Fixed Or Variable Loans
Deciding whether to opt for a fixed rate or variable home loan is always a bit of a gamble.
Even with the best advice, you can never guarantee which way interest rates will go. Here are the main things to consider when weighing up your options.
When interest rates are low, the temptation is to stick with a variable home loan and hope that nothing changes. It’s usually when rates go up – and we start feeling the pinch – that borrowers begin eyeing fixed rate options. By then it’s usually too late and you risk locking in a rate at the top of the loan cycle. If you’re a first-time home buyer or investor, you need to think about what will best suit your needs in the early days of your loan.
Pros and cons of fixed rate loans
Typically, fixed-rate loans have higher interest rates. In return, they give you the security of knowing exactly what you will pay for the fixed term of your loan, usually one, three or five years. This can be critical if you are financially squeezed and worried about the mortgage stress a rate rise could cause. If rates go up during your fixed period, you won’t be affected.
Fixing makes it easier to budget, as you know exactly what you’re paying each month. This can be particularly valuable for first-time buyers adjusting to all of the costs of becoming a homeowner or property investor. It gives you a bit of a cushion and safety net while you work out what you can realistically repay each month.
On the flip side, if you do decide to fix your loan, you need to make sure you understand all of the terms as there are typically restrictions that don’t apply to variable rate loans. You may be unable to make extra repayments, which is never ideal if you think you could be in a position to pay off your loan faster. You could also discover that there’s an expensive “break fee” if you pay off your loan before the fixed-rate term ends. Many fixed-rate loans also do not offer the flexibility of a redraw facility.

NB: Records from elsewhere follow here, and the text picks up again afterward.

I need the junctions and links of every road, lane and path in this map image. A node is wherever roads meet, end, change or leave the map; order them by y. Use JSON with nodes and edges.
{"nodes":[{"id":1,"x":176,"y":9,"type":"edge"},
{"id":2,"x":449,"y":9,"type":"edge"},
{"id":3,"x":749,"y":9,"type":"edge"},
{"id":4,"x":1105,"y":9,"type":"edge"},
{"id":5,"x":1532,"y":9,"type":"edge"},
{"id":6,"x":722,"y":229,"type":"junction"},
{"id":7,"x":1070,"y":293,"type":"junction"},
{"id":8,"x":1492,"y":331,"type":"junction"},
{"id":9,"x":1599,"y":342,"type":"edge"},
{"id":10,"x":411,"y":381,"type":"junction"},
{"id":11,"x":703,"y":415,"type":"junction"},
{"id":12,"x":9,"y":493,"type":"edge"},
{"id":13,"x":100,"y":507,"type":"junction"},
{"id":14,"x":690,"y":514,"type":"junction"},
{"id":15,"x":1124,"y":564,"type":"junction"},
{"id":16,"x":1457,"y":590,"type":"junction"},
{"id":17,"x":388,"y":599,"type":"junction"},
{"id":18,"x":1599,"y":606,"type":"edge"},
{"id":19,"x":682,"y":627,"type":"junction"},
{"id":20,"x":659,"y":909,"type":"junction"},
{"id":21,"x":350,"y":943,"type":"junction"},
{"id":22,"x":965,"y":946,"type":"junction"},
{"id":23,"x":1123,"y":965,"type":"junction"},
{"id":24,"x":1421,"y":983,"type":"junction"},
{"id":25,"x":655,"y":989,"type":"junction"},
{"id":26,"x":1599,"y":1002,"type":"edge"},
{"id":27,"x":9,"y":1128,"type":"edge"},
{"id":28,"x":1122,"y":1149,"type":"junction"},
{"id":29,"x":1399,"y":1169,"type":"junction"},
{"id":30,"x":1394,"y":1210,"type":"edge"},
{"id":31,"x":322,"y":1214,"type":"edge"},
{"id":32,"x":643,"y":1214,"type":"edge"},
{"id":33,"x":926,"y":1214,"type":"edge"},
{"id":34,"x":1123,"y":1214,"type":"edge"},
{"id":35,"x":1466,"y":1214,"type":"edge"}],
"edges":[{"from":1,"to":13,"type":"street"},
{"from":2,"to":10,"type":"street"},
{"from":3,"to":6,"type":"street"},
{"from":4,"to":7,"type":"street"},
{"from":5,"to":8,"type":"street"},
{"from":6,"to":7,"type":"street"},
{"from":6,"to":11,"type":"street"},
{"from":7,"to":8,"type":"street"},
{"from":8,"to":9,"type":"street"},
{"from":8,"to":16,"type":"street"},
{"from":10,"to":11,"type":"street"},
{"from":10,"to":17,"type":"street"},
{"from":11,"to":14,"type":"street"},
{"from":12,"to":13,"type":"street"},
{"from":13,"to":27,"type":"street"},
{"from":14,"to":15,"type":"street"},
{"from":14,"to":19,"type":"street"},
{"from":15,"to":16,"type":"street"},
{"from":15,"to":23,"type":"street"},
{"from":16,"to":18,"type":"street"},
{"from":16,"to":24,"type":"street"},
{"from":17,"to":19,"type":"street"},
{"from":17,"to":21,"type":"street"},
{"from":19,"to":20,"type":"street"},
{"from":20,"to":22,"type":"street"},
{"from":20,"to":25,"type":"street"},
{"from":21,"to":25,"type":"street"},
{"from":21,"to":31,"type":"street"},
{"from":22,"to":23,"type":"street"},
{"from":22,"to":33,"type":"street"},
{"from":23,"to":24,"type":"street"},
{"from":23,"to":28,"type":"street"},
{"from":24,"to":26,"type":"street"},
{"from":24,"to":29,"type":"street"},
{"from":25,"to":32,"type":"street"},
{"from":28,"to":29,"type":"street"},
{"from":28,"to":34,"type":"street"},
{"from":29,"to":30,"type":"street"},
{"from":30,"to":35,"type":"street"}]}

Of course, the biggest potential downside to a fixed rate loan is that should rates go down unexpectedly you’ll be stuck paying a higher rate than with a variable loan.
The pros and cons of variable loans
Variable loans generally offer lower interest rates. But, while they position you to take advantage of any drops in rates if rates go up, so do your repayments.
Other positives of a variable loan are that they are typically more flexible and offer more features, such as the ability to make extra repayments and have a redraw facility. It’s also easier to switch home loans if you want to take advantage of a better deal, and you won’t be penalised if you pay off your loan early.
Ultimately what’s right for you will depend on your own circumstances. Seek advice from a mortgage broker if you’re unsure.
Be prepared before house hunting
Whichever way you go, it’s really important to be finance ready when you’re house hunting. With the tighter lending conditions now in place, we are seeing financial pre-approval taking a lot longer for our clients. The amount buyers are able to borrow is lower than what they might have been pre-approved for 12-24 months ago.
This means, if you’re looking without your finance in place, you could be in for disappointment. You could also miss out on a great deal or your dream home if you’re not ready to make an offer while your competitors have their finance sorted.